**WHAT IS NEEDED**
In the data below, how many lines contain the string "Rogers"? Give only the figure.

Excerpts from a dataset:
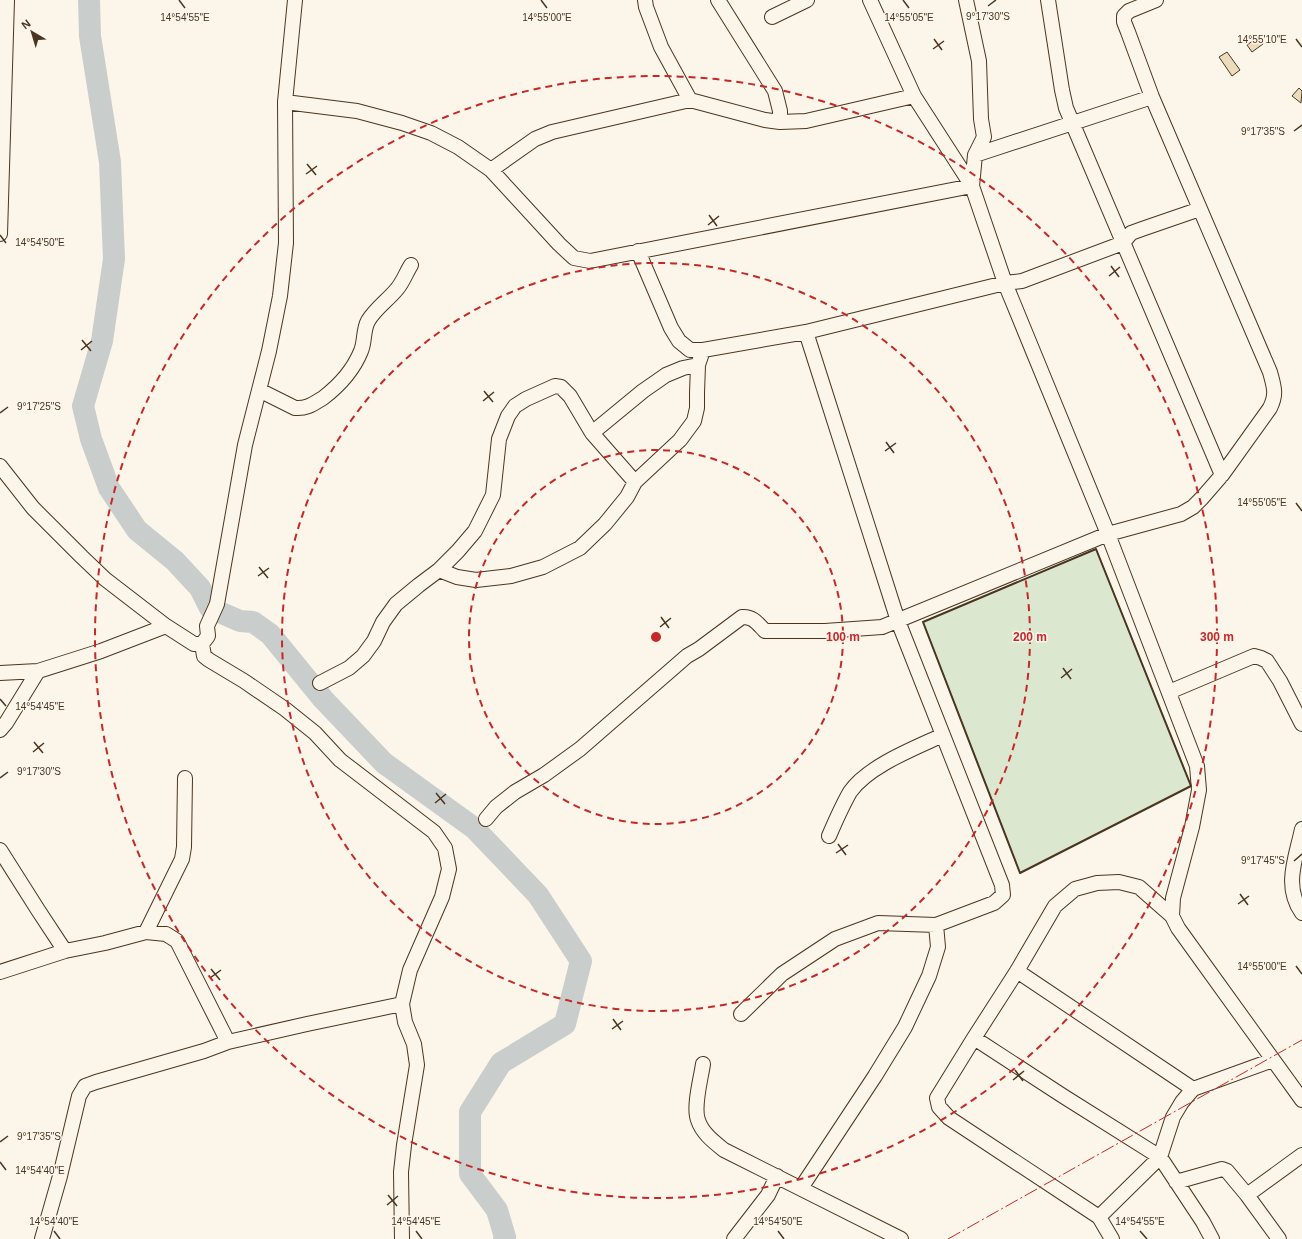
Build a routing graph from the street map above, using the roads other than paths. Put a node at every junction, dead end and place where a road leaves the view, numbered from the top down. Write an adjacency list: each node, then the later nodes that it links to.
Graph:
1 (7, 0): 21 (street)
2 (295, 0): 14 (street)
3 (645, 0): 13 (street)
4 (718, 0): 15 (street)
5 (807, 0): 10 (street)
6 (870, 0): 11 (street)
7 (966, 0): 17 (street)
8 (1048, 0): 16 (street)
9 (1156, 0): 12 (street)
10 (772, 17)
11 (914, 96): 15 (street); 19 (street)
12 (1152, 97): 16 (street); 20 (street)
13 (690, 100): 15 (street); 18 (street)
14 (285, 102): 18 (street); 29 (street)
15 (780, 122)
16 (1073, 123): 17 (street); 22 (street)
17 (975, 155): 19 (street)
18 (491, 170): 23 (street)
19 (972, 186): 23 (street); 25 (street)
20 (1200, 210): 22 (street); 32 (street)
21 (0, 234)
22 (1123, 243): 25 (street); 32 (street)
23 (638, 251): 27 (street)
24 (411, 265): 29 (street)
25 (1005, 283): 26 (street); 34 (street)
26 (806, 332): 27 (street); 36 (street)
27 (703, 350): 28 (street)
28 (698, 365): 30 (street); 33 (street)
29 (259, 390): 38 (street)
30 (592, 432): 33 (street); 35 (street)
31 (0, 466): 37 (street)
32 (1222, 475): 34 (street)
33 (635, 482): 35 (street)
34 (1108, 534): 36 (street); 42 (street)
35 (439, 570): 41 (street)
36 (898, 621): 45 (street); 47 (street)
37 (166, 626): 38 (street); 39 (street)
38 (202, 644): 58 (street)
39 (38, 671): 40 (street); 44 (street)
40 (0, 673)
41 (320, 683)
42 (1169, 692): 43 (street); 52 (street)
43 (1302, 724)
44 (0, 730)
45 (943, 735): 49 (street); 53 (street)
46 (186, 778): 54 (street)
47 (486, 818)
48 (1302, 829): 51 (street)
49 (829, 836)
50 (0, 850): 55 (street)
51 (1302, 913)
52 (1172, 916): 56 (street); 62 (street)
53 (936, 925): 59 (street); 70 (street)
54 (146, 932): 55 (street); 61 (street)
55 (65, 951): 57 (street)
56 (1017, 971): 60 (street); 64 (street)
57 (0, 972)
58 (402, 1004): 61 (street); 74 (street)
59 (741, 1014)
60 (974, 1038): 67 (street); 72 (street)
61 (228, 1042): 73 (street)
62 (1273, 1060): 64 (street); 65 (street)
63 (703, 1064): 68 (street)
64 (1193, 1089): 67 (street)
65 (1302, 1100)
66 (1302, 1155): 71 (street)
67 (1160, 1157): 69 (street); 72 (street)
68 (777, 1176): 70 (street); 75 (street)
69 (1176, 1182): 71 (street); 78 (street)
70 (802, 1188): 76 (street)
71 (1248, 1195): 79 (street)
72 (1099, 1217): 77 (street)
73 (42, 1239)
74 (402, 1239)
75 (734, 1239)
76 (901, 1239)
77 (1112, 1239)
78 (1212, 1239)
79 (1279, 1239)

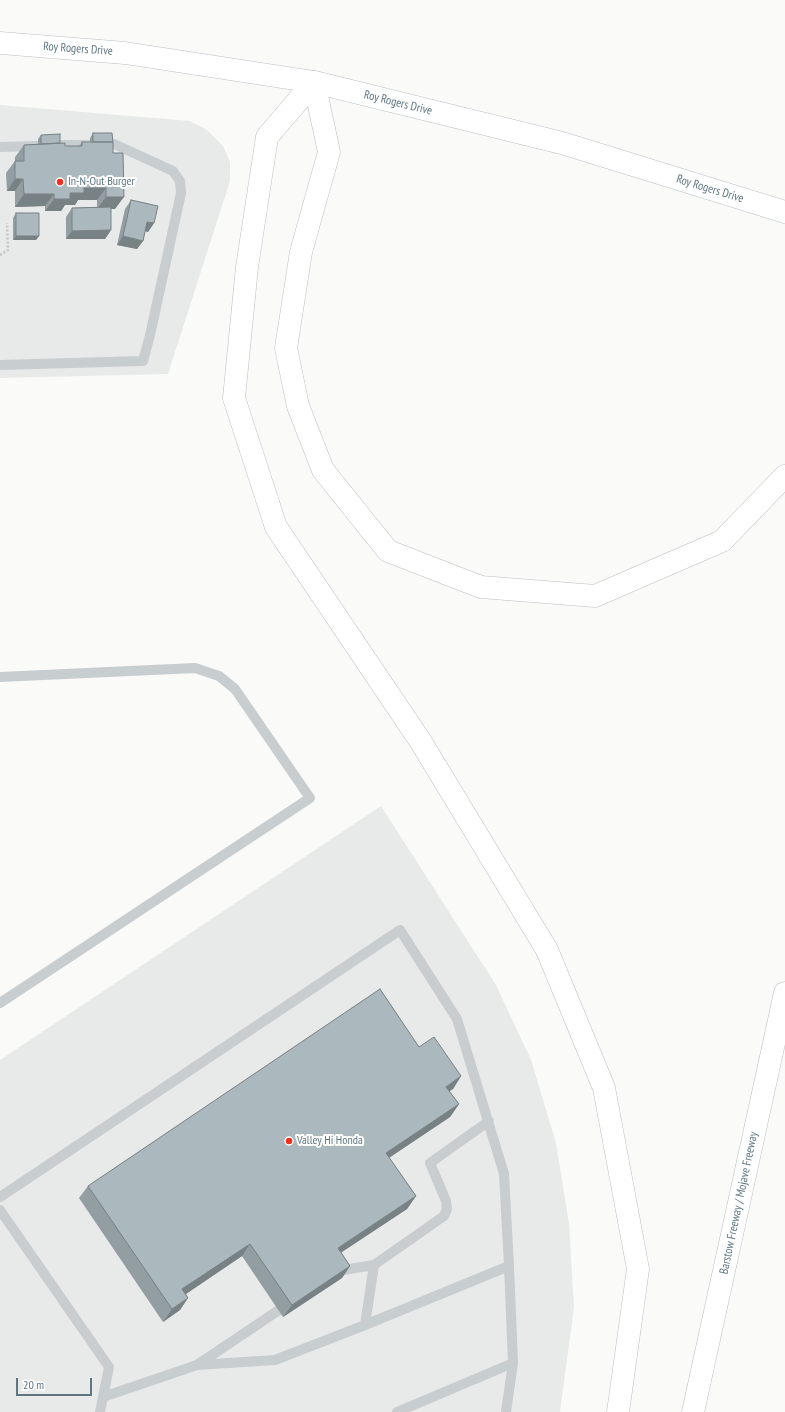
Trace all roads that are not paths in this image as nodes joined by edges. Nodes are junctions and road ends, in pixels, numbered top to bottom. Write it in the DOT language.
graph roads {
  1 [pos="0,43"];
  2 [pos="314,82"];
  3 [pos="109,144"];
  4 [pos="90,145"];
  5 [pos="38,146"];
  6 [pos="57,146"];
  7 [pos="0,147"];
  8 [pos="785,212"];
  9 [pos="0,365"];
  10 [pos="785,476"];
  11 [pos="0,677"];
  12 [pos="785,993"];
  13 [pos="0,1003"];
  14 [pos="489,1121"];
  15 [pos="0,1197"];
  16 [pos="0,1210"];
  17 [pos="374,1265"];
  18 [pos="509,1266"];
  19 [pos="337,1271"];
  20 [pos="279,1310"];
  21 [pos="366,1325"];
  22 [pos="513,1363"];
  23 [pos="197,1365"];
  24 [pos="103,1397"];
  25 [pos="100,1412"];
  26 [pos="397,1412"];
  27 [pos="506,1412"];
  28 [pos="618,1412"];
  29 [pos="693,1412"];
  1 -- 2 [label="main road, Roy Rogers Drive"];
  2 -- 8 [label="main road, Roy Rogers Drive"];
  2 -- 10 [label="main road"];
  2 -- 28 [label="main road"];
  3 -- 9 [label="lane"];
  4 -- 6 [label="lane"];
  5 -- 7 [label="lane"];
  11 -- 13 [label="lane"];
  12 -- 29 [label="main road, Barstow Freeway / Mojave Freeway"];
  14 -- 15 [label="lane"];
  14 -- 17 [label="lane"];
  14 -- 18 [label="lane"];
  16 -- 24 [label="lane"];
  17 -- 19 [label="lane"];
  17 -- 21 [label="lane"];
  18 -- 21 [label="lane"];
  18 -- 22 [label="lane"];
  20 -- 23 [label="lane"];
  21 -- 23 [label="lane"];
  22 -- 26 [label="lane"];
  22 -- 27 [label="lane"];
  23 -- 24 [label="lane"];
  24 -- 25 [label="lane"];
}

**FINISHED TASK**
2